Une histoire régionale entrée au patrimoine mondial de l’Unesco

C’est pour cette valeur historique et culturelle du territoire que le Conseil international des monuments et sites (Icomos) a soumis la candidature de l’île à l’Unesco pour une reconnaissance comme patrimoine mondial. L’île de Mozambique sera finalement intégrée à la liste en 1991 et par la suite suivront de nombreux projets pour rendre l’accès à ce patrimoine plus facile. 

C’est d’ailleurs dans le cadre du programme « La route de l’esclave » soutenu par l’Unesco que sera mis en œuvre le projet du jardin de la mémoire de l’esclavage de l’île de Mozambique. Un projet mené par Karl Kugel, photographe et artiste visuel, et sur lequel il revient pour Parallèle Sud. 

Vue de dessus du Jardin de la mémoire, 2007. © Karl Kugel
Vue de dessus du Jardin de la mémoire, 2007. © Karl Kugel
Tunnel des esclaves sur l'île de Mozambique. © Karl Kugel
Tunnel des esclaves sur l’île de Mozambique. © Karl Kugel

Comment est né le projet du jardin de l’île de Mozambique ? Quels sont les acteurs engagés sur ce projet? 

Karl Kugel : Le projet du jardin de la mémoire de l’esclavage de l’Île de Mozambique a été créé dans le cadre du programme international Unesco, La route de l’esclave.

C’est après la présentation en juin 2004 de la création Makwalé dans la forteresse de l’île de Mozambique, une cérémonie laïque réalisée avec des artistes et dalons réunionnais et mozambicains que Sudel Fuma, l’historien et militant culturel, m’a contacté pour que je puisse voir avec mes interlocuteurs au Mozambique, si un projet de stèles symbolisant les liens entre La Réunion et le Mozambique aurait du sens pour la partie mozambicaine

Grâce à la volonté de Sudel, la confiance des interlocuteurs mozambicains au niveau local et national et le soutien des collectivités de La Réunion, nous avons pu après une année d’échanges et de négociations, engager en 2006 le projet puis aménager ce magasin de 1000m2 qui était alors une ruine. 

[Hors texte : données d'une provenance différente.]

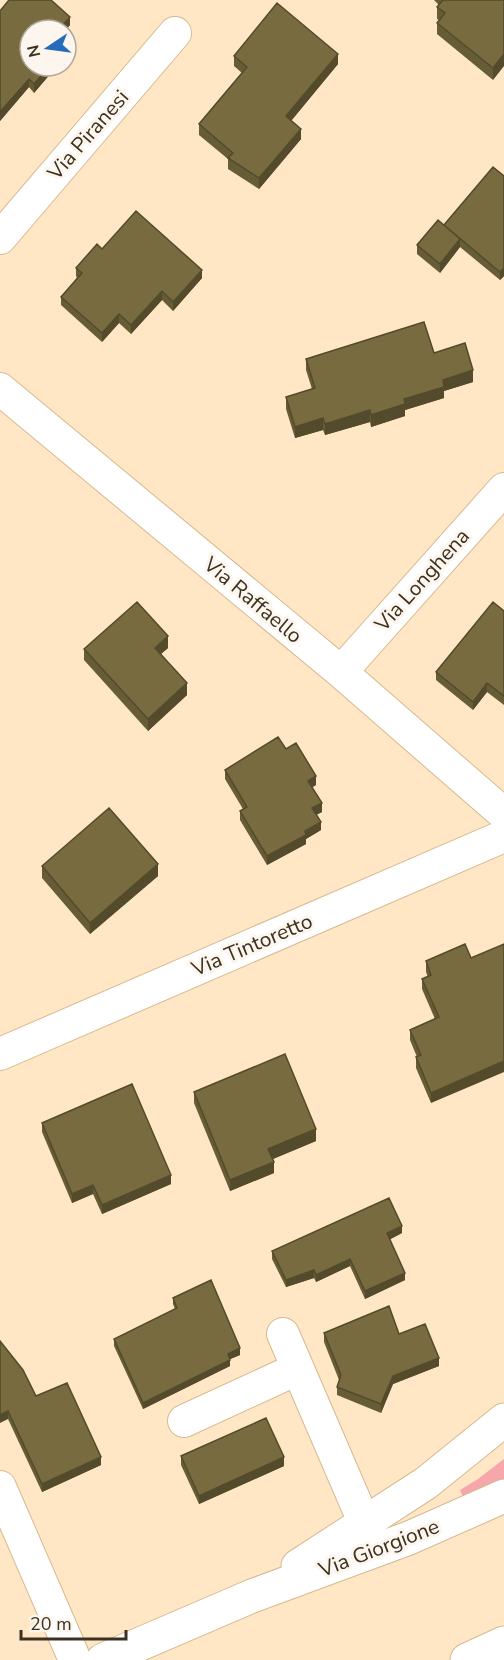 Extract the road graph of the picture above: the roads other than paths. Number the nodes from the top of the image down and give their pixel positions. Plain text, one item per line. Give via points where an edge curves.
1 (175, 33) dead end
2 (0, 238) edge
3 (0, 389) edge
4 (504, 489) edge
5 (340, 672) junction
6 (504, 814) edge
7 (504, 836) edge
8 (0, 1054) edge
9 (283, 1334) dead end
10 (297, 1369) junction
11 (504, 1420) edge
12 (184, 1421) dead end
13 (0, 1487) edge
14 (504, 1496) edge
15 (364, 1522) junction
16 (252, 1596) junction
17 (504, 1644) edge
18 (75, 1660) edge
19 (103, 1660) edge
20 (467, 1660) edge

1 - 2 street, Via Piranesi
3 - 5 street, Via Raffaello
4 - 5 street, Via Longhena
5 - 6 street, Via Raffaello
7 - 8 street, Via Tintoretto
9 - 10 street, Via Giorgione
10 - 12 street
10 - 15 street, Via Giorgione
11 - 15 main road, Via Giorgione via 426,1483
13 - 18 street
14 - 16 main road, Via Giorgione via 409,1538
15 - 16 main road, Via Giorgione
16 - 19 main road, Via Giorgione
17 - 20 main road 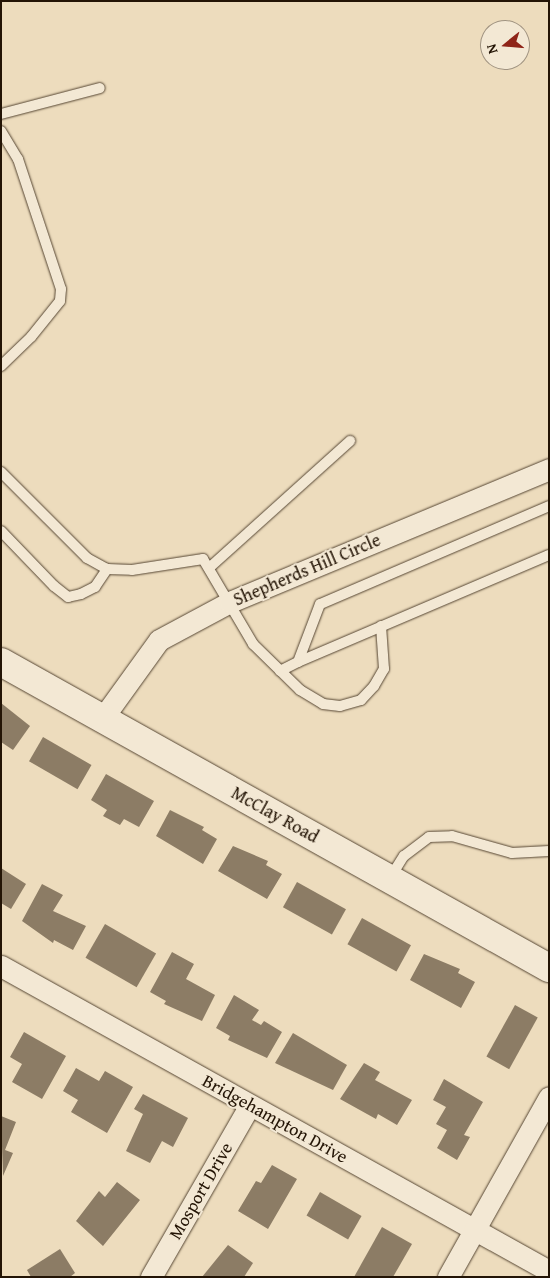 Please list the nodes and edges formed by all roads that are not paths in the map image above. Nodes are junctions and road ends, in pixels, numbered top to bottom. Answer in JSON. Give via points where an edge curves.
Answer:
{"nodes":[{"id":1,"x":100,"y":88,"type":"dead end"},
{"id":2,"x":1,"y":114,"type":"edge"},
{"id":3,"x":1,"y":131,"type":"edge"},
{"id":4,"x":1,"y":366,"type":"edge"},
{"id":5,"x":350,"y":441,"type":"dead end"},
{"id":6,"x":549,"y":469,"type":"edge"},
{"id":7,"x":1,"y":472,"type":"edge"},
{"id":8,"x":549,"y":506,"type":"edge"},
{"id":9,"x":1,"y":531,"type":"edge"},
{"id":10,"x":549,"y":555,"type":"edge"},
{"id":11,"x":209,"y":568,"type":"junction"},
{"id":12,"x":107,"y":569,"type":"junction"},
{"id":13,"x":230,"y":602,"type":"junction"},
{"id":14,"x":381,"y":626,"type":"junction"},
{"id":15,"x":1,"y":662,"type":"edge"},
{"id":16,"x":298,"y":662,"type":"junction"},
{"id":17,"x":280,"y":671,"type":"junction"},
{"id":18,"x":102,"y":719,"type":"junction"},
{"id":19,"x":549,"y":851,"type":"edge"},
{"id":20,"x":389,"y":879,"type":"junction"},
{"id":21,"x":549,"y":968,"type":"edge"},
{"id":22,"x":4,"y":973,"type":"edge"},
{"id":23,"x":549,"y":1096,"type":"edge"},
{"id":24,"x":250,"y":1105,"type":"junction"},
{"id":25,"x":473,"y":1230,"type":"junction"},
{"id":26,"x":549,"y":1271,"type":"edge"},
{"id":27,"x":151,"y":1277,"type":"edge"},
{"id":28,"x":448,"y":1277,"type":"edge"}],
"edges":[{"from":1,"to":2,"type":"lane"},
{"from":3,"to":4,"type":"lane","via":[[18,159],[62,289],[60,301],[31,337]]},
{"from":5,"to":11,"type":"lane"},
{"from":6,"to":13,"type":"street","name":"Shepherds Hill Circle"},
{"from":7,"to":12,"type":"lane","via":[[87,558]]},
{"from":8,"to":16,"type":"lane","via":[[320,604]]},
{"from":9,"to":12,"type":"lane","via":[[54,586],[68,596],[81,594],[95,586]]},
{"from":10,"to":14,"type":"lane"},
{"from":11,"to":12,"type":"lane","via":[[203,559],[132,570]]},
{"from":11,"to":13,"type":"lane"},
{"from":13,"to":17,"type":"lane","via":[[253,644]]},
{"from":13,"to":18,"type":"street","name":"Shepherds Hill Circle","via":[[160,640]]},
{"from":14,"to":16,"type":"lane"},
{"from":14,"to":17,"type":"lane","via":[[384,669],[361,700],[340,706],[323,704],[300,690]]},
{"from":15,"to":18,"type":"main road","name":"McClay Road"},
{"from":16,"to":17,"type":"lane"},
{"from":18,"to":20,"type":"main road","name":"McClay Road"},
{"from":19,"to":20,"type":"lane","via":[[512,853],[452,836],[428,837],[404,856]]},
{"from":20,"to":21,"type":"main road","name":"McClay Road"},
{"from":22,"to":24,"type":"street","name":"Bridgehampton Drive"},
{"from":23,"to":25,"type":"street"},
{"from":24,"to":25,"type":"street","name":"Bridgehampton Drive"},
{"from":24,"to":27,"type":"street","name":"Mosport Drive"},
{"from":25,"to":26,"type":"street","name":"Bridgehampton Drive"},
{"from":25,"to":28,"type":"street"}]}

Le lieu a été inauguré en août 2007 par Ares Aly le ministre de la culture du Mozambique en présence d’une importante délégation de La Réunion, et des représentants de Mayotte et de Maurice. Le jardin a été placé sous la responsabilité du Cabinet de conservation de l’Île de Mozambique

Comment le jardin a t-il été pensé en termes de parcours? 

K.K : Le jardin est voulu comme étant un lieu ouvert à tous, un jardin public. C’est en pensant à la partie vivante de la présence de l’Afrique dans l’Île de La Réunion, dans l’océan Indien, et dans d’autres régions du monde ainsi qu’à la mémoire des corps et à l’immatériel qui les relient, que le lieu a été imaginé.

L’agencement de l’espace, s’appuie sur la typologie de la danse en Afrique noire que l’on peut représenter par trois ronds,  chaque rond figure une fonction : danses festives, danses d’initiation, danse de transe. 

Ainsi l’aménagement et la végétalisation du jardin se tissent autour de trois cercles de diamètres différents : le rond de la communauté – le rond de l’histoire – le rond de l’expérience personnelle et intime. Ces trois espaces se succèdent, posés sur la perspective de l’allée qui mène de l’entrée du lieu jusqu’à l’extérieur de l’enceinte, face à l’espace vide de la mer.

C’est en pensant à la partie vivante de la présence de l’Afrique dans l’Île de La Réunion, dans l’océan Indien, et dans d’autres régions du monde ainsi qu’à la mémoire des corps et à l’immatériel qui les relient, que le lieu a été imaginé.

 Ce jardin est intégré dans « le parcours sombre de l’esclavage« . Comment communique-t-il avec ces différents lieux? 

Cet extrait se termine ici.